## Record excerpts
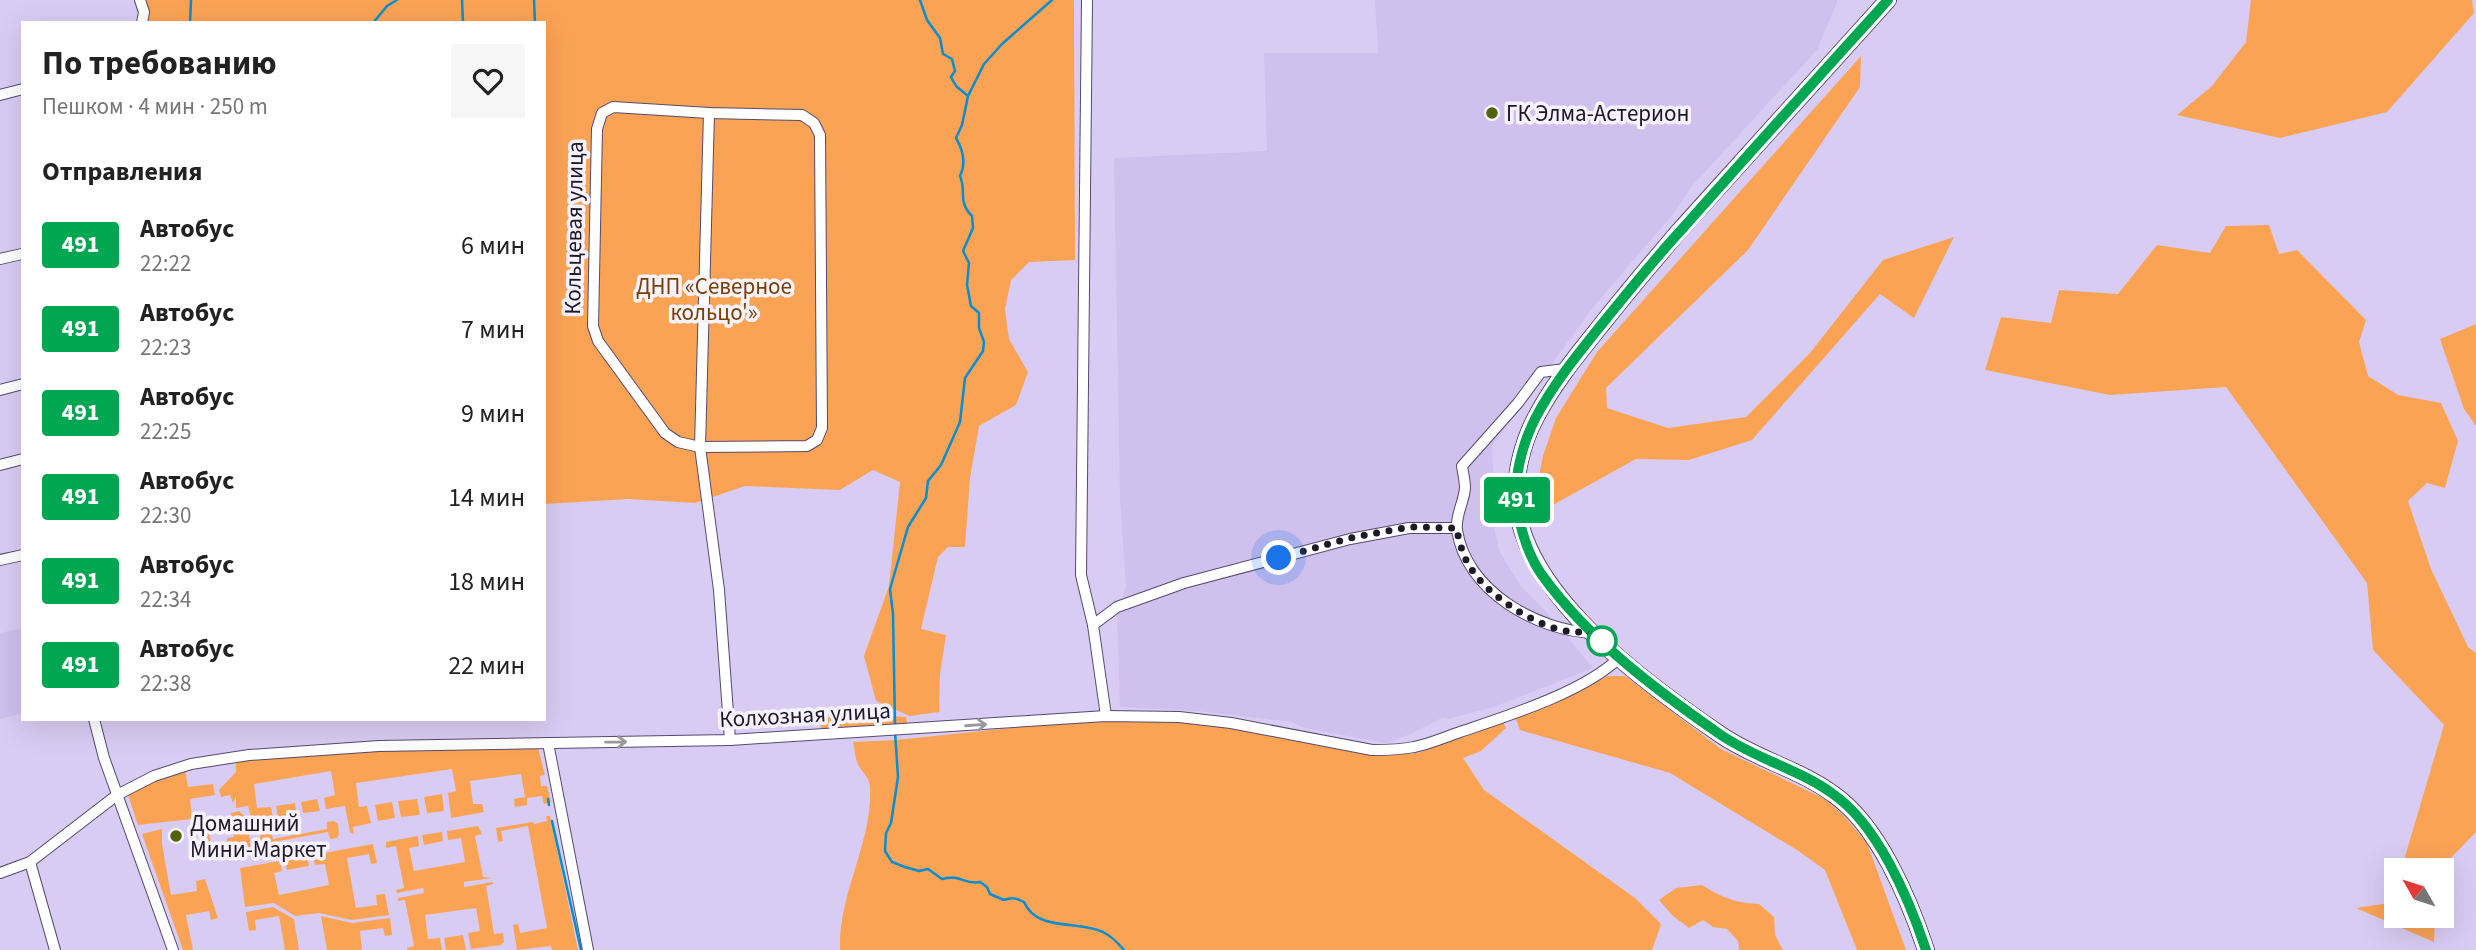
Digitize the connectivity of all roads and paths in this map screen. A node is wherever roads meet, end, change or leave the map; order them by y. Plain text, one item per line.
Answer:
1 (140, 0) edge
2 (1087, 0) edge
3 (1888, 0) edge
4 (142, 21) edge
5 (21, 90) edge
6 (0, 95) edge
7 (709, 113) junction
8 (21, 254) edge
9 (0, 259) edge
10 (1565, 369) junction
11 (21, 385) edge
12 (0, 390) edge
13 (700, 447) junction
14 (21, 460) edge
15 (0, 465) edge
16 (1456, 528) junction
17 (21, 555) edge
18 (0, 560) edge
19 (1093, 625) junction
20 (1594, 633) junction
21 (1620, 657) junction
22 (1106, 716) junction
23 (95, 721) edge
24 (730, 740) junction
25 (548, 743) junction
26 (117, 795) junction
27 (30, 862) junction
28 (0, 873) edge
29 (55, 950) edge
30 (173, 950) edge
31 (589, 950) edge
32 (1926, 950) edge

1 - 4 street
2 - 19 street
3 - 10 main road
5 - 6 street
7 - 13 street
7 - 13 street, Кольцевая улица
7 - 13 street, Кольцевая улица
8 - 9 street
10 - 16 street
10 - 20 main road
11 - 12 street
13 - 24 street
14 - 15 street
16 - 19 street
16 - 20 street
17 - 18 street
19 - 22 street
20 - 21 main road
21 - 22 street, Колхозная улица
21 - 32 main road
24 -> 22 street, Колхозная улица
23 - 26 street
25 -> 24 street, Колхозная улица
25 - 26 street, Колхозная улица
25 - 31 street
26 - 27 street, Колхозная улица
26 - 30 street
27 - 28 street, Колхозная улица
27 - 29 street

--

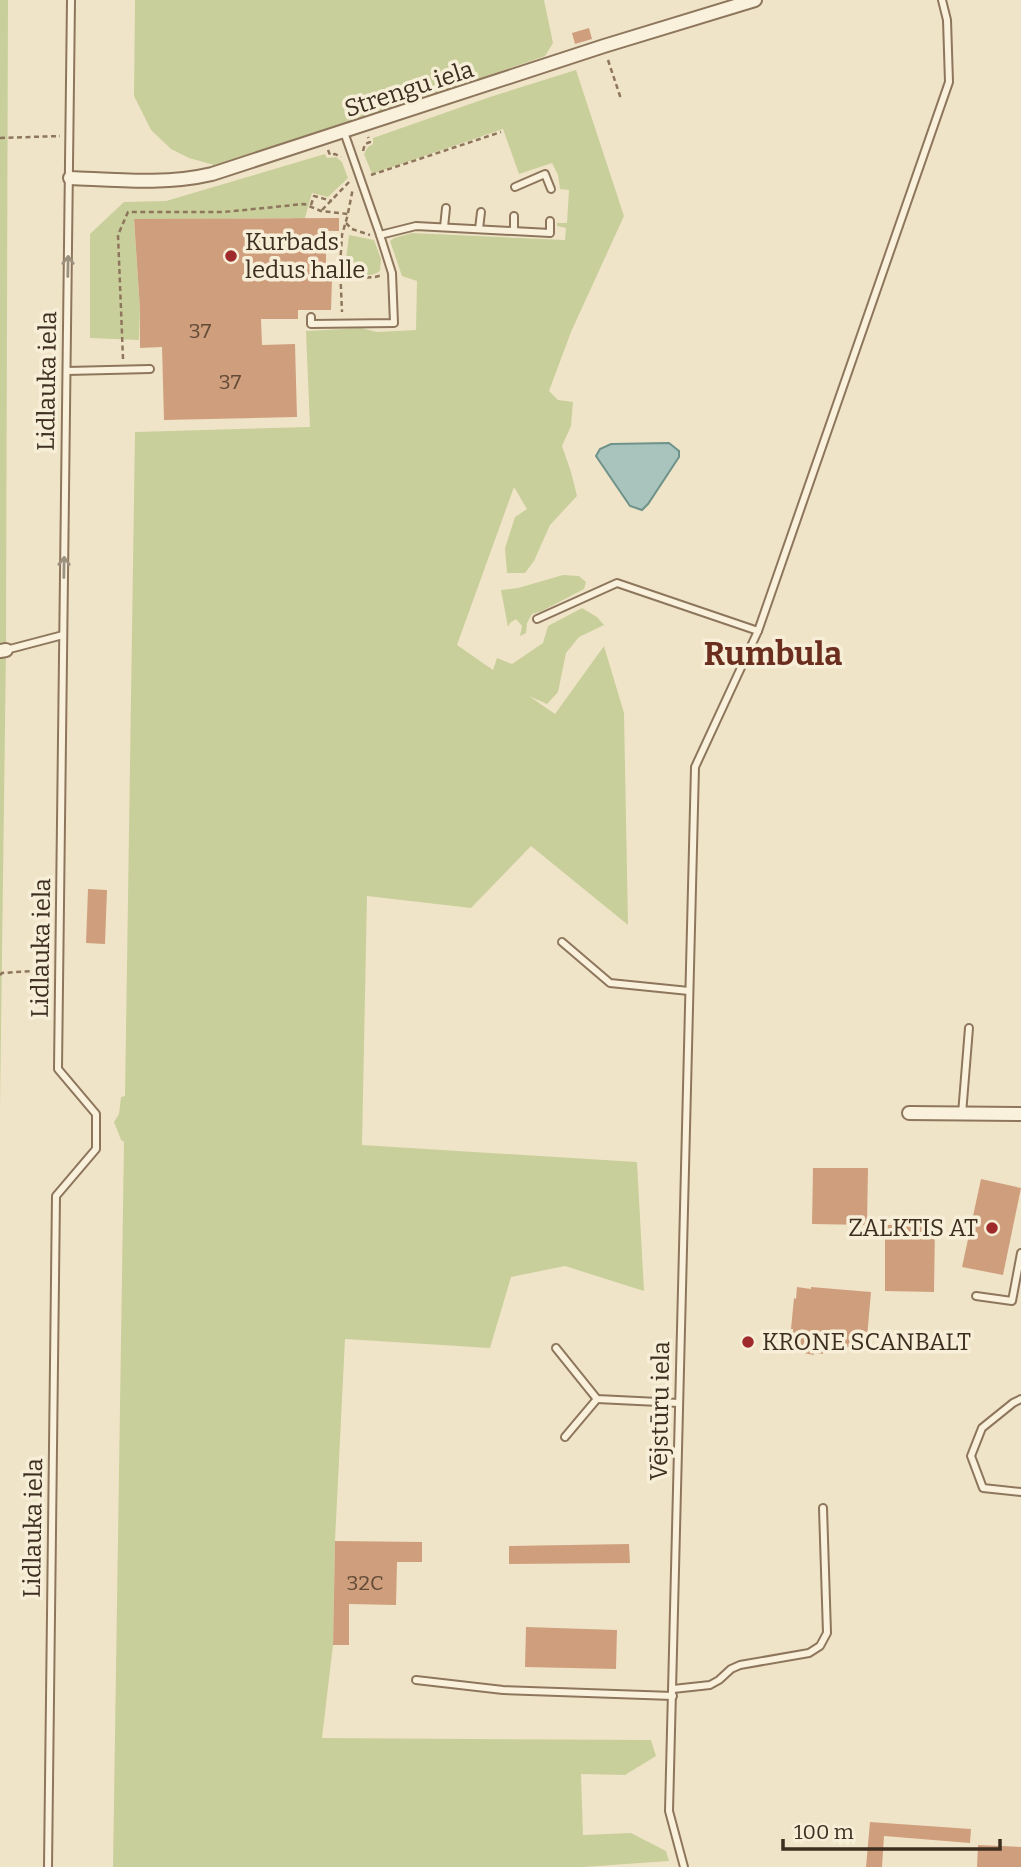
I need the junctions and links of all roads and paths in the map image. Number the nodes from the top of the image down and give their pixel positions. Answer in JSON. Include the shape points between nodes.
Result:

## Work item
Which lines of the records above contain the word "roads"? Report each one in full.

## Solution to this task
Digitize the connectivity of all roads and paths in this map screen. A node is wherever roads meet, end, change or leave the map; order them by y. Plain text, one item per line.
I need the junctions and links of all roads and paths in the map image. Number the nodes from the top of the image down and give their pixel positions. Answer in JSON. Include the shape points between nodes.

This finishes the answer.